*** Working data Section Begins ***

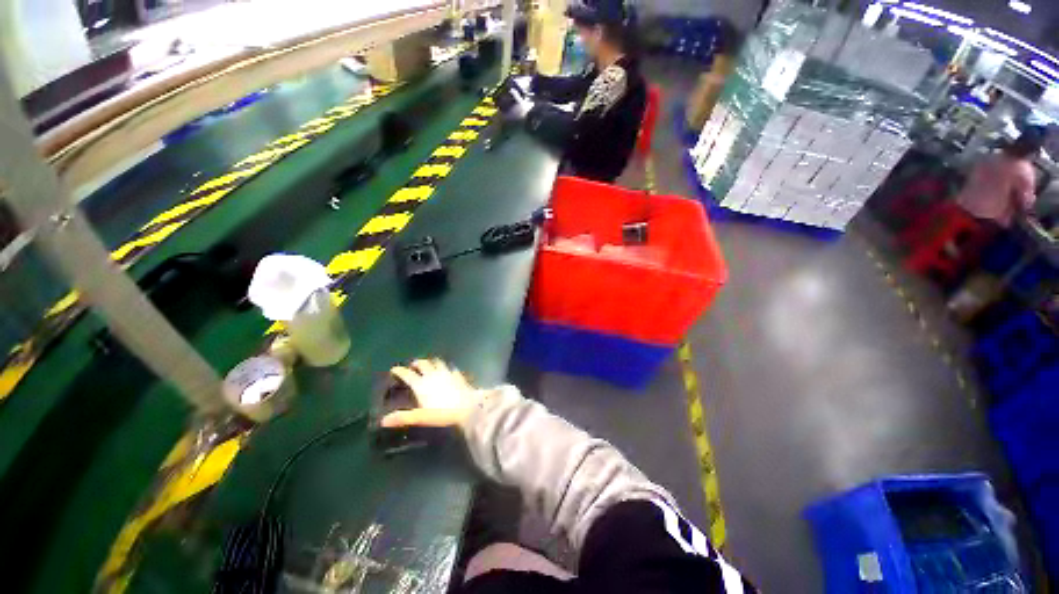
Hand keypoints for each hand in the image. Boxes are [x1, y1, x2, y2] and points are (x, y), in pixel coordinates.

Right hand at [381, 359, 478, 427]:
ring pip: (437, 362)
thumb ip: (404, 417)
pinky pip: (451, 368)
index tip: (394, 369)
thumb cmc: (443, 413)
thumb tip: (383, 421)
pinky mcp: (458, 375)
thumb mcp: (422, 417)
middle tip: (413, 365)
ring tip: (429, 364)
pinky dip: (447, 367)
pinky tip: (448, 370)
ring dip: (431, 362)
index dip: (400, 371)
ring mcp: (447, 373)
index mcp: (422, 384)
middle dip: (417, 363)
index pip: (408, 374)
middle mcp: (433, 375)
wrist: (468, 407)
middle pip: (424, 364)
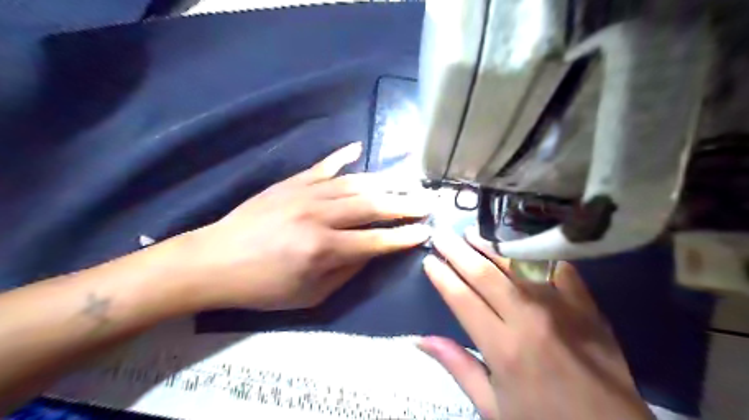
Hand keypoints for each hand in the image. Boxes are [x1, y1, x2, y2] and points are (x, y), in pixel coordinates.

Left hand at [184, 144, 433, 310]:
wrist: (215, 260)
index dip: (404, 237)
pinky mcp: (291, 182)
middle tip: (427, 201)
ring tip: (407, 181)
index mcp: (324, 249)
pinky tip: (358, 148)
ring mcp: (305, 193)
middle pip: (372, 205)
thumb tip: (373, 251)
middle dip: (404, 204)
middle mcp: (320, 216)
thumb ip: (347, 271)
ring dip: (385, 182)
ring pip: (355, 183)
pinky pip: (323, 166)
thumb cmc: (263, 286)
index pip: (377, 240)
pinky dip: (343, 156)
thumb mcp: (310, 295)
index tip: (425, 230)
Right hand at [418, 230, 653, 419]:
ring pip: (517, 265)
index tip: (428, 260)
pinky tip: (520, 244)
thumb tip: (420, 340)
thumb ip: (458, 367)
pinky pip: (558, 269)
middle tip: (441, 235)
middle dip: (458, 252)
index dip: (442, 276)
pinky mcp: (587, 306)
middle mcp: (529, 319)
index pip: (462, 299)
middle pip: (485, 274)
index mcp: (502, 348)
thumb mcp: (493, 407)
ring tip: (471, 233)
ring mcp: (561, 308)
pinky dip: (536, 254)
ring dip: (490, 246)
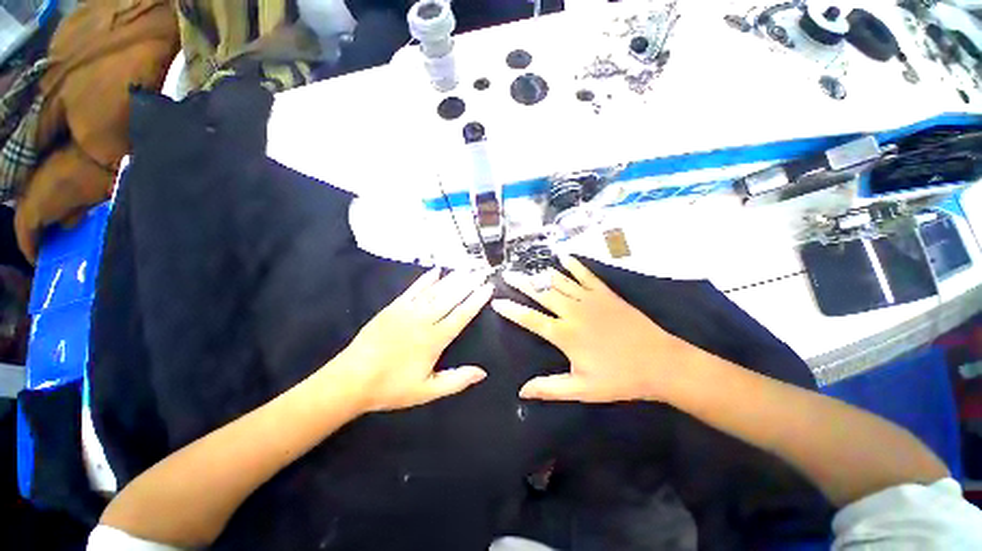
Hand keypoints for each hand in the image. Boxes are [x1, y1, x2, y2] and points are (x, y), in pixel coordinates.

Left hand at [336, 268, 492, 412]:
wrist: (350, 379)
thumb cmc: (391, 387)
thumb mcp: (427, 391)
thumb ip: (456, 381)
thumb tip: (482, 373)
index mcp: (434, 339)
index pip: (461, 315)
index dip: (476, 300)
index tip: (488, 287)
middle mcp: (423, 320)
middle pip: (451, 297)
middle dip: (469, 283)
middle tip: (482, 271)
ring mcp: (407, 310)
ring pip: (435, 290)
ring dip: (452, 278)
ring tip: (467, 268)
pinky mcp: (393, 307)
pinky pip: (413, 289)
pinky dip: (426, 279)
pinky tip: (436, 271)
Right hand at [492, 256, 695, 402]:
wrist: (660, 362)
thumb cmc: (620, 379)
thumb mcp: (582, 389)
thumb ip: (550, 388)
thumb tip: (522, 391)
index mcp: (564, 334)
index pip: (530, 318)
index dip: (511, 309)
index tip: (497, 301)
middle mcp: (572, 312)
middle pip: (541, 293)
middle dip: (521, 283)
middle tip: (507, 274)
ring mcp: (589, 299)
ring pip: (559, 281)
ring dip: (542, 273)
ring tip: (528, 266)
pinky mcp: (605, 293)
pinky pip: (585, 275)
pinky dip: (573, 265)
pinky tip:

*** Working data Section Ends ***

- **Description of the task**:
What is the count of lines in the data above containing the string "Right"? Write the number and nothing else.

- **Exercise solution**:
3